WHAT IS NEEDED: Down to the final line, print each entry exactly.

RECORD EXTRACTS:
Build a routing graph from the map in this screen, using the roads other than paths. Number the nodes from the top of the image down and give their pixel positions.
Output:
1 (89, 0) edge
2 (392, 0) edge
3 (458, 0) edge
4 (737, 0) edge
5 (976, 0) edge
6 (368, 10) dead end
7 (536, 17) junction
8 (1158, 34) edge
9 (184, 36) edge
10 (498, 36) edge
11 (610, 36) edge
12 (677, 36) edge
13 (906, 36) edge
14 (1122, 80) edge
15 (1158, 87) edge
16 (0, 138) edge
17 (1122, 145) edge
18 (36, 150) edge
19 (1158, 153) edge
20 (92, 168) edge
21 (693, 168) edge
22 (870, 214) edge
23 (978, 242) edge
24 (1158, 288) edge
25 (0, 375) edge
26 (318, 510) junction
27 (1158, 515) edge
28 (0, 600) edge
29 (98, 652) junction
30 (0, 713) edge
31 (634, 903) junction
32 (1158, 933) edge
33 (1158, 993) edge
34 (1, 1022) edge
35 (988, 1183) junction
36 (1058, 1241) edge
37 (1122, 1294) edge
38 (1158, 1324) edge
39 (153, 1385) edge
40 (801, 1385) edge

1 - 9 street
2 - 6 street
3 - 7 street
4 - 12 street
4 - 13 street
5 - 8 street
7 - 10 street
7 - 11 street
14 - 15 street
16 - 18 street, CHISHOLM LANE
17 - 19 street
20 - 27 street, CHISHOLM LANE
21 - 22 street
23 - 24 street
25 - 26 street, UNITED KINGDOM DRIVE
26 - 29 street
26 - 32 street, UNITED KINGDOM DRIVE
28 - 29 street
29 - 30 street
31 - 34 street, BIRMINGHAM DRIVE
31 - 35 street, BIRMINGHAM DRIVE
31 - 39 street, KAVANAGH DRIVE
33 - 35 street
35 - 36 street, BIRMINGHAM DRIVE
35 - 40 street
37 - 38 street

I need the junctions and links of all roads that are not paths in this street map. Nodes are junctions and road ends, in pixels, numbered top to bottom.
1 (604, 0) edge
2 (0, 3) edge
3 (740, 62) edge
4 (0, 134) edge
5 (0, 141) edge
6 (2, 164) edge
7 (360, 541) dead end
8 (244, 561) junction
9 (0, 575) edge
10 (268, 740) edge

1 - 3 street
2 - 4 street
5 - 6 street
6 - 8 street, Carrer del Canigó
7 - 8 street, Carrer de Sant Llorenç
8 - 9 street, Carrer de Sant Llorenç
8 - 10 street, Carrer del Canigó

FINAL ANSWER:
Build a routing graph from the map in this screen, using the roads other than paths. Number the nodes from the top of the image down and give their pixel positions.
Output:
1 (89, 0) edge
2 (392, 0) edge
3 (458, 0) edge
4 (737, 0) edge
5 (976, 0) edge
6 (368, 10) dead end
7 (536, 17) junction
8 (1158, 34) edge
9 (184, 36) edge
10 (498, 36) edge
11 (610, 36) edge
12 (677, 36) edge
13 (906, 36) edge
14 (1122, 80) edge
15 (1158, 87) edge
16 (0, 138) edge
17 (1122, 145) edge
18 (36, 150) edge
19 (1158, 153) edge
20 (92, 168) edge
21 (693, 168) edge
22 (870, 214) edge
23 (978, 242) edge
24 (1158, 288) edge
25 (0, 375) edge
26 (318, 510) junction
27 (1158, 515) edge
28 (0, 600) edge
29 (98, 652) junction
30 (0, 713) edge
31 (634, 903) junction
32 (1158, 933) edge
33 (1158, 993) edge
34 (1, 1022) edge
35 (988, 1183) junction
36 (1058, 1241) edge
37 (1122, 1294) edge
38 (1158, 1324) edge
39 (153, 1385) edge
40 (801, 1385) edge

1 - 9 street
2 - 6 street
3 - 7 street
4 - 12 street
4 - 13 street
5 - 8 street
7 - 10 street
7 - 11 street
14 - 15 street
16 - 18 street, CHISHOLM LANE
17 - 19 street
20 - 27 street, CHISHOLM LANE
21 - 22 street
23 - 24 street
25 - 26 street, UNITED KINGDOM DRIVE
26 - 29 street
26 - 32 street, UNITED KINGDOM DRIVE
28 - 29 street
29 - 30 street
31 - 34 street, BIRMINGHAM DRIVE
31 - 35 street, BIRMINGHAM DRIVE
31 - 39 street, KAVANAGH DRIVE
33 - 35 street
35 - 36 street, BIRMINGHAM DRIVE
35 - 40 street
37 - 38 street

I need the junctions and links of all roads that are not paths in this street map. Nodes are junctions and road ends, in pixels, numbered top to bottom.
1 (604, 0) edge
2 (0, 3) edge
3 (740, 62) edge
4 (0, 134) edge
5 (0, 141) edge
6 (2, 164) edge
7 (360, 541) dead end
8 (244, 561) junction
9 (0, 575) edge
10 (268, 740) edge

1 - 3 street
2 - 4 street
5 - 6 street
6 - 8 street, Carrer del Canigó
7 - 8 street, Carrer de Sant Llorenç
8 - 9 street, Carrer de Sant Llorenç
8 - 10 street, Carrer del Canigó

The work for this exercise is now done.